[[ Dataset excerpts open ]]

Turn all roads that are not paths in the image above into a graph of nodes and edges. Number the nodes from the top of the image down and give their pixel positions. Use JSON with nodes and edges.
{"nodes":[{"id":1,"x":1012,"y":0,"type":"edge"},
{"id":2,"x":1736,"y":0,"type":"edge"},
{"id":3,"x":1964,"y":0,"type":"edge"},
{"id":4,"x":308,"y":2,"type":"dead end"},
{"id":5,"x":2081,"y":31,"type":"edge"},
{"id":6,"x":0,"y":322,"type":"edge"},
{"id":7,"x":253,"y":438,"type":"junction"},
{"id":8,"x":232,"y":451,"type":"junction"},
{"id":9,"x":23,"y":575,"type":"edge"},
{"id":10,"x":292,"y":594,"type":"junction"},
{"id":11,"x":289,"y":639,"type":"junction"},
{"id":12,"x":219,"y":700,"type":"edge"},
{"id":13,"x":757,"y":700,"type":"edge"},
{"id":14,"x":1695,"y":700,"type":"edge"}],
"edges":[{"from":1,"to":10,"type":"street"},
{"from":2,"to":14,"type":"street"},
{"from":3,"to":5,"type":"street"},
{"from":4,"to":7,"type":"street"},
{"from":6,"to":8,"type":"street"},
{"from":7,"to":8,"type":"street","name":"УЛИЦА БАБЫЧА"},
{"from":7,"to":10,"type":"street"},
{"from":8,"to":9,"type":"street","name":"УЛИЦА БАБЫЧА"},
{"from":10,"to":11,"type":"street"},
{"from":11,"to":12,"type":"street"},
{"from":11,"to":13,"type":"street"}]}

[[ Dataset excerpts closed ]]

* **Exercise requirements**: The records above must each be restated exactly as they stand.

* **Response area**:
Turn all roads that are not paths in the image above into a graph of nodes and edges. Number the nodes from the top of the image down and give their pixel positions. Use JSON with nodes and edges.
{"nodes":[{"id":1,"x":1012,"y":0,"type":"edge"},
{"id":2,"x":1736,"y":0,"type":"edge"},
{"id":3,"x":1964,"y":0,"type":"edge"},
{"id":4,"x":308,"y":2,"type":"dead end"},
{"id":5,"x":2081,"y":31,"type":"edge"},
{"id":6,"x":0,"y":322,"type":"edge"},
{"id":7,"x":253,"y":438,"type":"junction"},
{"id":8,"x":232,"y":451,"type":"junction"},
{"id":9,"x":23,"y":575,"type":"edge"},
{"id":10,"x":292,"y":594,"type":"junction"},
{"id":11,"x":289,"y":639,"type":"junction"},
{"id":12,"x":219,"y":700,"type":"edge"},
{"id":13,"x":757,"y":700,"type":"edge"},
{"id":14,"x":1695,"y":700,"type":"edge"}],
"edges":[{"from":1,"to":10,"type":"street"},
{"from":2,"to":14,"type":"street"},
{"from":3,"to":5,"type":"street"},
{"from":4,"to":7,"type":"street"},
{"from":6,"to":8,"type":"street"},
{"from":7,"to":8,"type":"street","name":"УЛИЦА БАБЫЧА"},
{"from":7,"to":10,"type":"street"},
{"from":8,"to":9,"type":"street","name":"УЛИЦА БАБЫЧА"},
{"from":10,"to":11,"type":"street"},
{"from":11,"to":12,"type":"street"},
{"from":11,"to":13,"type":"street"}]}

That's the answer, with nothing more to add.